Employees must be aware that if they do decide to make a claim to the Employment Tribunal, they need to tell them about their claim (by filling in a form) within three months (less one day) of what happened (or six months in equal pay claims). This period is extended by the mandatory ACAS conciliation process. The first step is to notify ACAS which effectively “stops the clock” running on the limitation period. It is essential to take advice on when the limitation period expires in each case and to ensure that ACAS has been notified before a claim can submitted to the tribunals.

An employee does not have to go to their employer before making a claim to the Employment Tribunal, but there are two good reasons for doing this:

  • Making a claim will be demanding on your time, finances (if you instruct a solicitor) and emotions, health and wellbeing, so before starting the process an employee may want to look at whether or not they have a good chance of success.

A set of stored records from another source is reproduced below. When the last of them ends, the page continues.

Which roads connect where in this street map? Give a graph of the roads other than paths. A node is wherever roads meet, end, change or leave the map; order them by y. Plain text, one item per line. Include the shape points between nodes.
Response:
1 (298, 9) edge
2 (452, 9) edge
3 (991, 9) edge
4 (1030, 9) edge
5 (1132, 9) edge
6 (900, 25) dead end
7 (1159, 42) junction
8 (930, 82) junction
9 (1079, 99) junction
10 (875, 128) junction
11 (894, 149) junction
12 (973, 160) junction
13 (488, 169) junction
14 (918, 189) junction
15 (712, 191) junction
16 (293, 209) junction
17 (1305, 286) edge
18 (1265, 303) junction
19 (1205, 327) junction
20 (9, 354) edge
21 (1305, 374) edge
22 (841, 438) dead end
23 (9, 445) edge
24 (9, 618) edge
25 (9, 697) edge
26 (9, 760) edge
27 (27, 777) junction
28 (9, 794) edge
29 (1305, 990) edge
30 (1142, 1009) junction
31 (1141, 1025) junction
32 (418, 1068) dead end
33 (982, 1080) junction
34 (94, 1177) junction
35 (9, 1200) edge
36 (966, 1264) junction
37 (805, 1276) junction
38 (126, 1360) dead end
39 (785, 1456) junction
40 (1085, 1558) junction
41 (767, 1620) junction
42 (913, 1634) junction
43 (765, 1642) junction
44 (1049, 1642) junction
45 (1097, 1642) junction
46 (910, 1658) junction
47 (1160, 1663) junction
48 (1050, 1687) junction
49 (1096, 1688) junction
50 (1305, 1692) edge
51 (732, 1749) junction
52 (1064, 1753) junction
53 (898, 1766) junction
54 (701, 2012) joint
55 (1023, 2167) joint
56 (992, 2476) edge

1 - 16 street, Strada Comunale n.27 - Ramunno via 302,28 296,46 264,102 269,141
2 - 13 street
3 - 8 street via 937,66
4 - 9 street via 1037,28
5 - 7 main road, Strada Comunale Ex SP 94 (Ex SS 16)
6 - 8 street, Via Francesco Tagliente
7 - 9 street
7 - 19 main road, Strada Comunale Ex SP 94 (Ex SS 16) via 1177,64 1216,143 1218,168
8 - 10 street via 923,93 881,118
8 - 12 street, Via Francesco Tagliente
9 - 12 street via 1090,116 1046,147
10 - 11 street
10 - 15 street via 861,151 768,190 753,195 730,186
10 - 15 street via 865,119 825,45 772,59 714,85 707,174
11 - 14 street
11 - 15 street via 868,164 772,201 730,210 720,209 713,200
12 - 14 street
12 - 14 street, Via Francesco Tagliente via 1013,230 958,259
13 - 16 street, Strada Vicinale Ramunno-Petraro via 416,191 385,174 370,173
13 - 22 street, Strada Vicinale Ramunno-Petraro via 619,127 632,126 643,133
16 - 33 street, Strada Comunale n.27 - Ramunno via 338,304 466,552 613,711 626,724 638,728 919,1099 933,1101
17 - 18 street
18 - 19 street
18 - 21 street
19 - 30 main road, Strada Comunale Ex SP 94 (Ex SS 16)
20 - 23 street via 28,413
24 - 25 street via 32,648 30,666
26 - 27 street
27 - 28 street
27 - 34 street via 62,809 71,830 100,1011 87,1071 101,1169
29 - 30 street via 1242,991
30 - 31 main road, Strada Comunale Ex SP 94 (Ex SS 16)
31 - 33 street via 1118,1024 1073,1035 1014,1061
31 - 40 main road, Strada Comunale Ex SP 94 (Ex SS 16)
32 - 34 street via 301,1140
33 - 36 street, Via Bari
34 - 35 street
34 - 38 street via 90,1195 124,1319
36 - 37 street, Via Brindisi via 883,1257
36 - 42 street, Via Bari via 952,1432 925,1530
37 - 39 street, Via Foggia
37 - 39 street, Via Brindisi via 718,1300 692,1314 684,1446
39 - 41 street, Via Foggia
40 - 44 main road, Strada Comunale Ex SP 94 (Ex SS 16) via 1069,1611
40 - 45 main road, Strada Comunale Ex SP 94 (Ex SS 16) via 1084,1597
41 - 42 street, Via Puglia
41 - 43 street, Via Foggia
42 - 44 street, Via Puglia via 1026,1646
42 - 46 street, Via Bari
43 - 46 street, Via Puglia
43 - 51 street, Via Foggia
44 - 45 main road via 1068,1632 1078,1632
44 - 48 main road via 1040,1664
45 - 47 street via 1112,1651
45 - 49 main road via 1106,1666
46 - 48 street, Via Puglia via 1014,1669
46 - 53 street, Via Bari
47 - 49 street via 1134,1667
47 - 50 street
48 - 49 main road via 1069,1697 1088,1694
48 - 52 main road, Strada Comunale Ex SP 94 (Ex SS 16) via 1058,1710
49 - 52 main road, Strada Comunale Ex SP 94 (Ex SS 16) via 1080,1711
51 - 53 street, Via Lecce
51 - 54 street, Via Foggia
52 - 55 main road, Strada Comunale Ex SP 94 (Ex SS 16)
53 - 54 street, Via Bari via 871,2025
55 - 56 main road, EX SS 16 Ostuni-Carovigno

We can advise you on the merit and value of your claims. An employee may also want to see if there are better ways of sorting out their complaint, such as mediation. An employee should think carefully about whether making a claim to the Employment Tribunal is the right thing for them personally. Commitment is essential to the process as it can take several months to complete.
  • If an employee does not use their employer’s grievance procedures to solve a problem before they make a claim to the Employment Tribunal, and they win their case, the Tribunal can reduce the amount of money it instructs the employer to pay the employee by up to a quarter if it thinks the employee acted unreasonably.

Do not forget that even if an employee tries to sort the matter out with their employer first, formally or informally, they must keep to the Tribunal time limits if they want to bring an Employment Tribunal case. In order to keep within the time limit, an employee may have to start a case before they have completed the internal process with their employer. For employers therefore it is crucial that they deal with complaints promptly and as quickly as possible, whilst always ensuring that a thorough and fair process has been conducted.